Maryland Recognizes Benefits of Professional Administration and Structured Settlement Annuities

Our good friends over at MEDVAL have reported that the State of Maryland passed a new law that encourages insurers to use structured settlements or professional administration on Medicare Set-Asides (MSA).  The new bill, signed by Governor Martin O’Malley on April 12, 2012, exempts the payer of certain workers compensation awards and settlements from paying, otherwise mandatory fees to the state.  These fees amount to 6.5% to the state’s Subsequent Injury Fund (SIF) and 1% to the Uninsured Employer’s Fund (UIF).  The new law exempts payment if the medical benefit is in excess of $50,000 and is paid out with an annuity or is professionally administered by a third party with no reversion to the claimant.

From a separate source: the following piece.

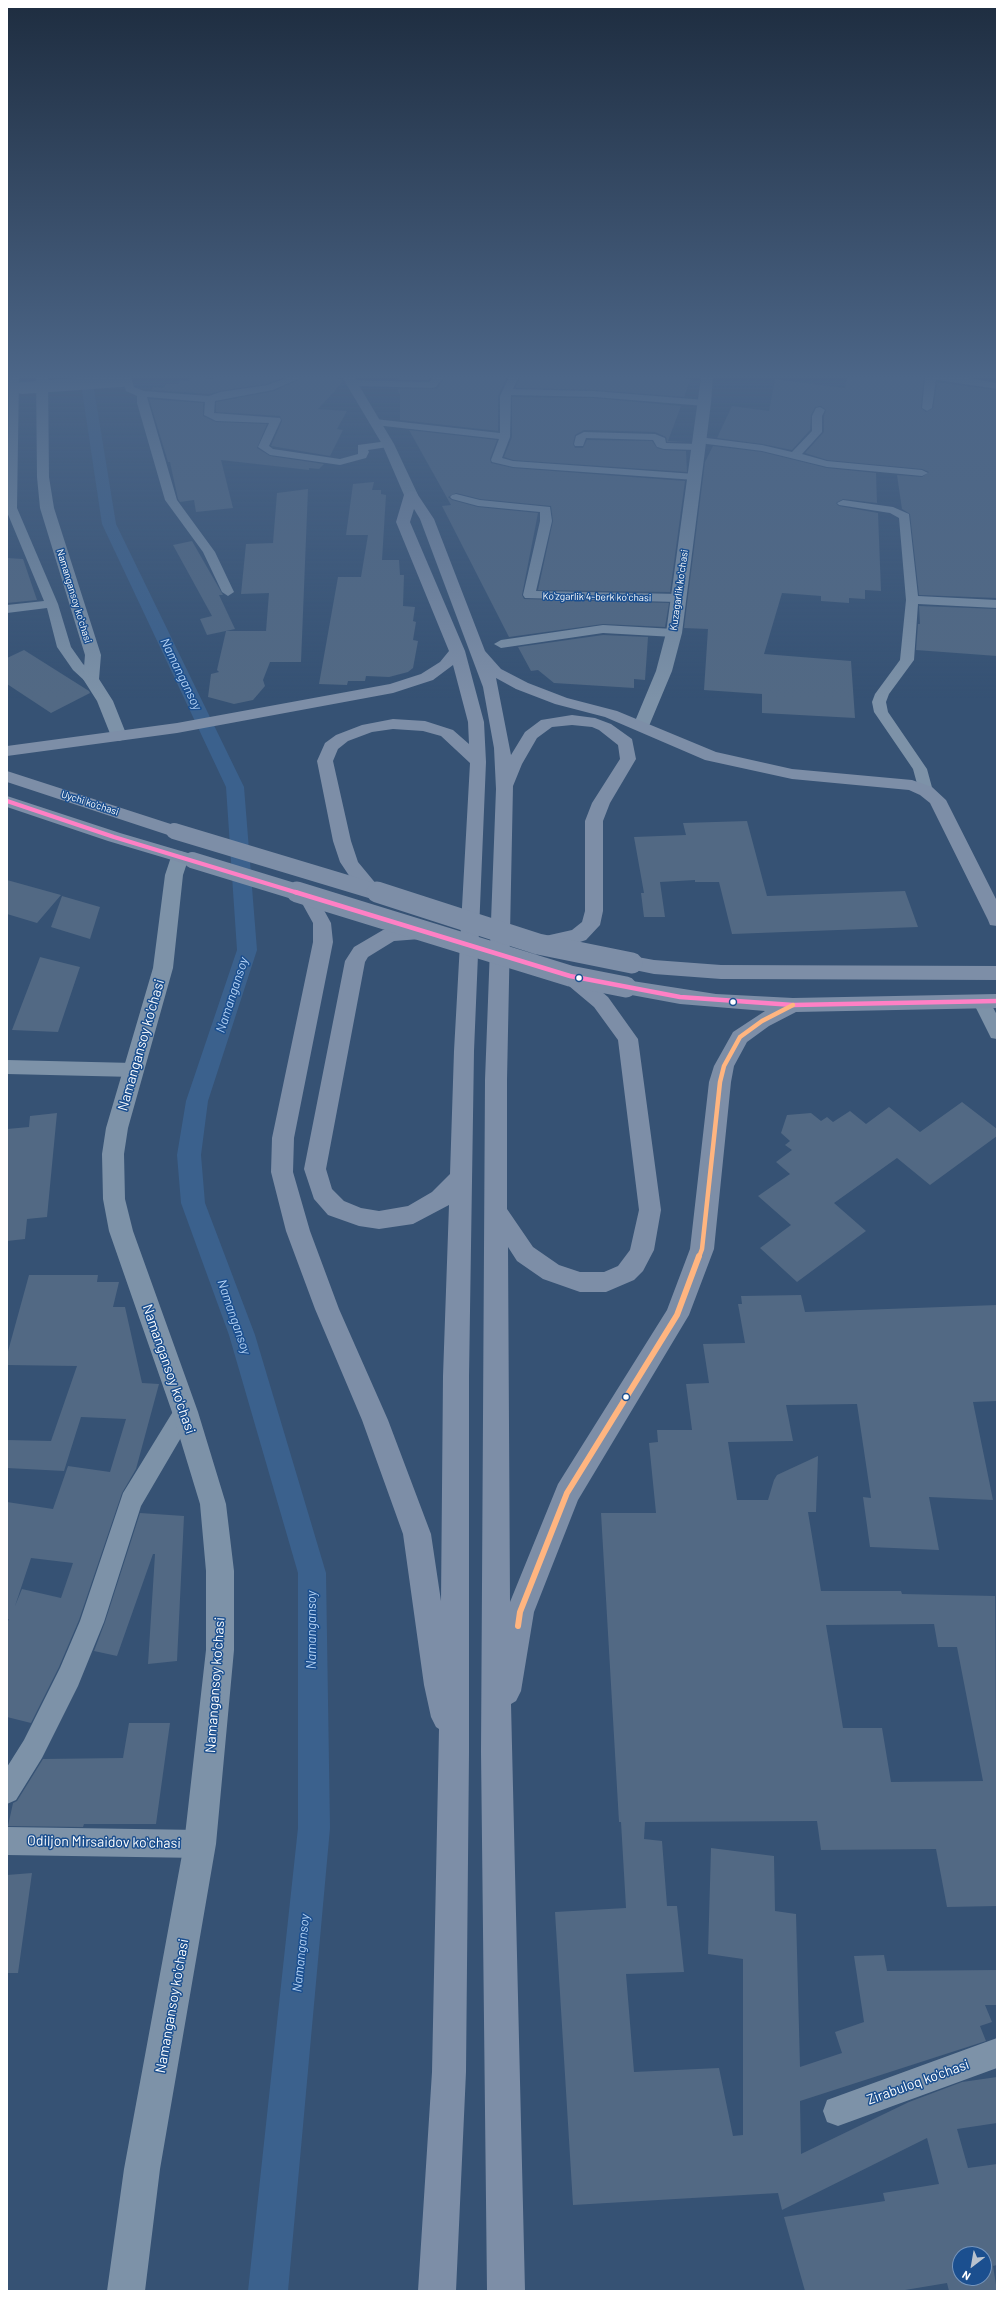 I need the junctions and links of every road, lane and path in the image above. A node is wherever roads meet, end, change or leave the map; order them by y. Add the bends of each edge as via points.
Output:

This is the first time that a government agency has recognized the value of professional administration and/or structured settlements of a MSA by offering financial incentives.  Professional administration protects the MSA from the dissipation that so often occurs when an injured person self-administers the MSA which helps to preserve the claimant’s Medicare benefits.  Structured settlement annuities also help to preserve the MSA funds by providing periodic payments to the claimant rather than one lump sum payment.